REQUIREMENT: Scan the entries below and report only how many lines contain "dead".

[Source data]
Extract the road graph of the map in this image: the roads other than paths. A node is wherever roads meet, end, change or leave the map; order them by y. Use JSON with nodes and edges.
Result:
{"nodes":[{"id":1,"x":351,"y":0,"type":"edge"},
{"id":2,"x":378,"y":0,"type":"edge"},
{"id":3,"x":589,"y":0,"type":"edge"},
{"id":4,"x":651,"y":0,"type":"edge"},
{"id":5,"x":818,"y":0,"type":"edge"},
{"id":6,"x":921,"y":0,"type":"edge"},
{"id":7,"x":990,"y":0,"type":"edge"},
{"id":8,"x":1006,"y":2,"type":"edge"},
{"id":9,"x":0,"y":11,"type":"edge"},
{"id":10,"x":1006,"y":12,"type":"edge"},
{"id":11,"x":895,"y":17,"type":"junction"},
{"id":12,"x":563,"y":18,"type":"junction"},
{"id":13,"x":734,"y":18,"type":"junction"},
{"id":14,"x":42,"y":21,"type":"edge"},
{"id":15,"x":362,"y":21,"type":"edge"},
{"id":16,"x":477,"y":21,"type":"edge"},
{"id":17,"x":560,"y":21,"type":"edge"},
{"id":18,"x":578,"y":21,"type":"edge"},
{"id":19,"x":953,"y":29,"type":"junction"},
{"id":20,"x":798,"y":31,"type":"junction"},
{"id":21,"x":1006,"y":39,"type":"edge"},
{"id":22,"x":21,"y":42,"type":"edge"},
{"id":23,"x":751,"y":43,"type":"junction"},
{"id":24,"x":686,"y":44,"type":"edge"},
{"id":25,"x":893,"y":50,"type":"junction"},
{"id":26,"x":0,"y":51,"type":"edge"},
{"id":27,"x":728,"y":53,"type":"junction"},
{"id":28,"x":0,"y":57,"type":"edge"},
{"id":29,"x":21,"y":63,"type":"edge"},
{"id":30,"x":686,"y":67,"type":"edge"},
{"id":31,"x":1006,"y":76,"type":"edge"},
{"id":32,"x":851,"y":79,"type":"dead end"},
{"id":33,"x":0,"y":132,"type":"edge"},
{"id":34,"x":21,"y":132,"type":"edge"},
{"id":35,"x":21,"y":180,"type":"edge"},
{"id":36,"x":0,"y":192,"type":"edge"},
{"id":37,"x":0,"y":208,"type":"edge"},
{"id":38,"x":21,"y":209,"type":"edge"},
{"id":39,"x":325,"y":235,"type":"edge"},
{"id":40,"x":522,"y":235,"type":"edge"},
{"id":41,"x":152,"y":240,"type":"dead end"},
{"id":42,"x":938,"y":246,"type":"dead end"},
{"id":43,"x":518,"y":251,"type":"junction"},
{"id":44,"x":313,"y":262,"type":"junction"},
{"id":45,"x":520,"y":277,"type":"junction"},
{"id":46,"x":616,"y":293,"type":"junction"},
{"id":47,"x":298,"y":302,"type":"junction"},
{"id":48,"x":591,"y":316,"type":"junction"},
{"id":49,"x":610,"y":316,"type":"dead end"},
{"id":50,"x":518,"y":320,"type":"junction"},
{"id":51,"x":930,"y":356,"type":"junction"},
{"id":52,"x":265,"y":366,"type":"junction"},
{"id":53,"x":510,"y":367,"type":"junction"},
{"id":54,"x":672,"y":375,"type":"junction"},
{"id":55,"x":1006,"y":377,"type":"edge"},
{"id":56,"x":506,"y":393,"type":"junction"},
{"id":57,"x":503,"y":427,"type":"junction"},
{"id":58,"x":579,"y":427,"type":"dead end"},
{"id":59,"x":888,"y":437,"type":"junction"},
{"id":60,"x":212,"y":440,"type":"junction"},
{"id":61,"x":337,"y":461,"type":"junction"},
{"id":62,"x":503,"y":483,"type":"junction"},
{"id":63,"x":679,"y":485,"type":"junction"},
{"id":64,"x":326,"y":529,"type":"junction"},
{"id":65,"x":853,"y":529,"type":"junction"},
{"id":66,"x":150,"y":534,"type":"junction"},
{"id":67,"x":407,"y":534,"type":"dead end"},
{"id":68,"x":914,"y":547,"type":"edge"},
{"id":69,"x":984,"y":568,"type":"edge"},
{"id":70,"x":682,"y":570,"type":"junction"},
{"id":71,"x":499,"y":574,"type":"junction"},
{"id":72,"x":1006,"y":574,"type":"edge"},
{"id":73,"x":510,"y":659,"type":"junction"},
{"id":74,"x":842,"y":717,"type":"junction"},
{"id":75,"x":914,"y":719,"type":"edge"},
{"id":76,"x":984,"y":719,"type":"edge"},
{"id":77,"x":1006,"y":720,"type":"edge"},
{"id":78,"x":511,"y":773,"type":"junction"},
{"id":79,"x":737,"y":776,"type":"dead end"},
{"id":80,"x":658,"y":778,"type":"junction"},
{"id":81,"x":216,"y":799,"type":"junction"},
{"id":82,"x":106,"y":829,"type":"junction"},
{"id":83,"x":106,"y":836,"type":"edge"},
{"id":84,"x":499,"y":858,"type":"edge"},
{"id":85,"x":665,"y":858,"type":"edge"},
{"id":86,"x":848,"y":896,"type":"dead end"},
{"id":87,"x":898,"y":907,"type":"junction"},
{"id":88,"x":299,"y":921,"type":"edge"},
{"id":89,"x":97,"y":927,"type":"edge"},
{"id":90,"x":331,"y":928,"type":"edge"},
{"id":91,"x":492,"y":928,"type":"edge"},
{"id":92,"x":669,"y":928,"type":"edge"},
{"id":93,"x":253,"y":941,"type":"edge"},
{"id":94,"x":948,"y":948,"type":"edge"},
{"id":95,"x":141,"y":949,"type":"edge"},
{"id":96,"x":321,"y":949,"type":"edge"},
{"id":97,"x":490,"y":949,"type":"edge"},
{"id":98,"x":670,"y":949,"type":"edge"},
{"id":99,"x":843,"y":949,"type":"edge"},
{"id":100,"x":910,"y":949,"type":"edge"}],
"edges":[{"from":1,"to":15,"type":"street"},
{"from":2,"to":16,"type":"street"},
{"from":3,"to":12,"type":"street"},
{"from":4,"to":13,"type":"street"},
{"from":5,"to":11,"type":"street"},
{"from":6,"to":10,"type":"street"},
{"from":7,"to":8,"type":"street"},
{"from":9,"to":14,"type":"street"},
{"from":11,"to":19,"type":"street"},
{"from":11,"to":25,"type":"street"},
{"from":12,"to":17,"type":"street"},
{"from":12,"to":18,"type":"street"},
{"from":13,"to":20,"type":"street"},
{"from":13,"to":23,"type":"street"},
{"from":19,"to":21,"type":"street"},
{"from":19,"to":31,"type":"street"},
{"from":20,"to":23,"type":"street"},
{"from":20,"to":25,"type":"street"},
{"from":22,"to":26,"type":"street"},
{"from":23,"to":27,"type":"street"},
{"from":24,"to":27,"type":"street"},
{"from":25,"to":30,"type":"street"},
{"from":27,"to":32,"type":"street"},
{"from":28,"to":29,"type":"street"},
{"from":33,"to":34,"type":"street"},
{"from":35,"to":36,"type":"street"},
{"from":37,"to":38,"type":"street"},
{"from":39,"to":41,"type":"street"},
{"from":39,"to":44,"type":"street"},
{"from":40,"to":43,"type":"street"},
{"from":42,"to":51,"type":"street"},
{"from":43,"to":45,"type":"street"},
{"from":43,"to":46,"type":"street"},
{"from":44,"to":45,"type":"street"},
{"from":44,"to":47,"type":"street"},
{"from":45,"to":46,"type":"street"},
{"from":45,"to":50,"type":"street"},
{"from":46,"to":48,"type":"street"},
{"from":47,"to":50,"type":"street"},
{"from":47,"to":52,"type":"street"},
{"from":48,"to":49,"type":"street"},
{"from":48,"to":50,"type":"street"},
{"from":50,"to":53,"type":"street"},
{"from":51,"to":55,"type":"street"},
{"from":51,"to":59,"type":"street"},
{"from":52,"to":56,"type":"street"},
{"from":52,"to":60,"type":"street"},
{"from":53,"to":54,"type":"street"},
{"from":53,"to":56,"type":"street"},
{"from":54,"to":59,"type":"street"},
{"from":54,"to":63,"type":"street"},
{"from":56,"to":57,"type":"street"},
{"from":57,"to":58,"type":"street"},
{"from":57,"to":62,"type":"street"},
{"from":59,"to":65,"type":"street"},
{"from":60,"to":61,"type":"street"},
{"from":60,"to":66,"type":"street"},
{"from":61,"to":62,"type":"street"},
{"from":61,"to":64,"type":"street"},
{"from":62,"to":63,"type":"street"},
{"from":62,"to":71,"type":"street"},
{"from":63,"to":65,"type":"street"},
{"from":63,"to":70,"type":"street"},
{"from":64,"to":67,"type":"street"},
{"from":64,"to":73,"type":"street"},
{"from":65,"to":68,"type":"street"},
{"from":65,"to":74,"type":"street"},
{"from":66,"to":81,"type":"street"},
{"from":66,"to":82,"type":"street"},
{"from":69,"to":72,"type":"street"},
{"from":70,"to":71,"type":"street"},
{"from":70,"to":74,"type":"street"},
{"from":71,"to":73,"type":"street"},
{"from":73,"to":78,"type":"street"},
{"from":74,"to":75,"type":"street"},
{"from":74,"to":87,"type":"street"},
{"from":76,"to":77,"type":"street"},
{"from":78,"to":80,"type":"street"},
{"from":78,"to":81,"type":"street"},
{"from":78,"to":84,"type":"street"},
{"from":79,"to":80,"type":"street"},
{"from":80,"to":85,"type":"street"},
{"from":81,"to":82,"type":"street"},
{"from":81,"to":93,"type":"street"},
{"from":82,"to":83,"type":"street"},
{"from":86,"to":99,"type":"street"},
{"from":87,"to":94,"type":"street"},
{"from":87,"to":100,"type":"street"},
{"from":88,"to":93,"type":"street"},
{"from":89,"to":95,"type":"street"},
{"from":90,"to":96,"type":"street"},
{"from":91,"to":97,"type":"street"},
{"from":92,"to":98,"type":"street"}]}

TASK OUTPUT: 8